Data excerpts.
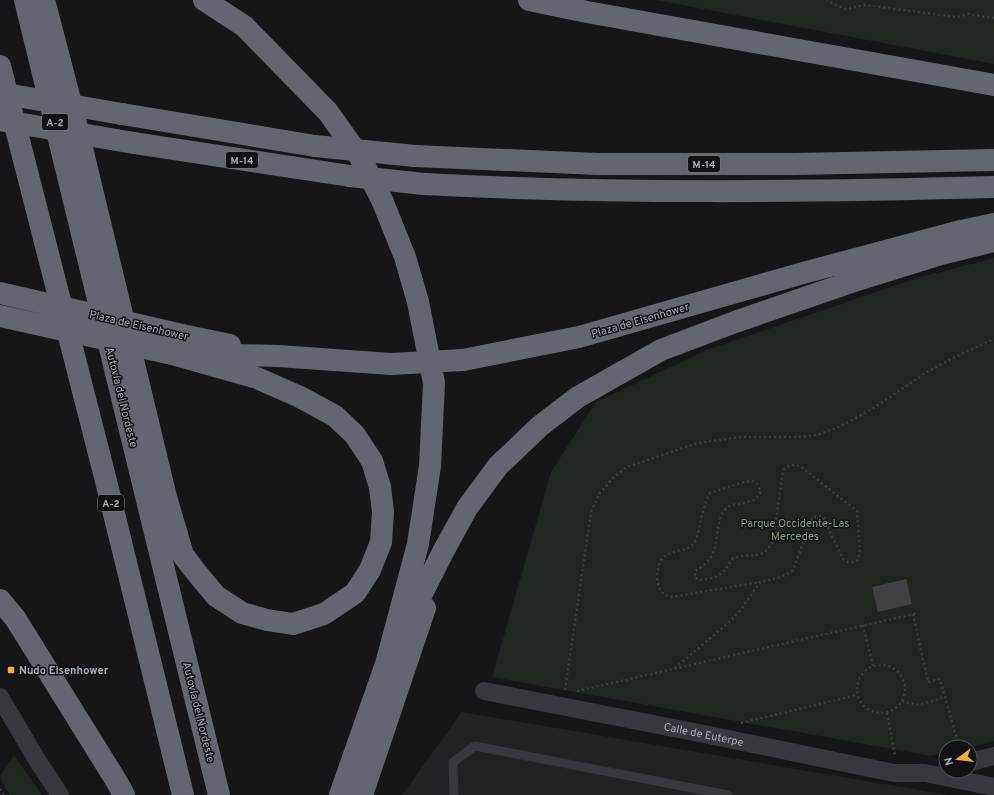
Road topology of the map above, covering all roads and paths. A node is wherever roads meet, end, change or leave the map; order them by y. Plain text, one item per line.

---

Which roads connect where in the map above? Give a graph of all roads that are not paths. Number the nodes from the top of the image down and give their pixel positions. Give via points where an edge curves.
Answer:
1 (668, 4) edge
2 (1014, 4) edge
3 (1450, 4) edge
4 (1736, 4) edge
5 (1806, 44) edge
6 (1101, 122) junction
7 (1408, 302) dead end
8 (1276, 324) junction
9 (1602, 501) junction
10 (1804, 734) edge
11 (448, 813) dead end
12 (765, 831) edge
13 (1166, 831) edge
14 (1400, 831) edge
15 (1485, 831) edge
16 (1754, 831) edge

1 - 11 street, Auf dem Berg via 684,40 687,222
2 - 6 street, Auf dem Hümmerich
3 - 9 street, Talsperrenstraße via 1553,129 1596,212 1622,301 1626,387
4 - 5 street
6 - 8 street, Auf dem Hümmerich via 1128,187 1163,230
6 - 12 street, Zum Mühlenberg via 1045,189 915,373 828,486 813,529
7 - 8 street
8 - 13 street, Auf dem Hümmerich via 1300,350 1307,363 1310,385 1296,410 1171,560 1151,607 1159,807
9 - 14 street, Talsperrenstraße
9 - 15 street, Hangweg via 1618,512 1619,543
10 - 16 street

Work task. If a line above contains the word "roads", list it.

Exercise output.
Road topology of the map above, covering all roads and paths. A node is wherever roads meet, end, change or leave the map; order them by y. Plain text, one item per line.
Which roads connect where in the map above? Give a graph of all roads that are not paths. Number the nodes from the top of the image down and give their pixel positions. Give via points where an edge curves.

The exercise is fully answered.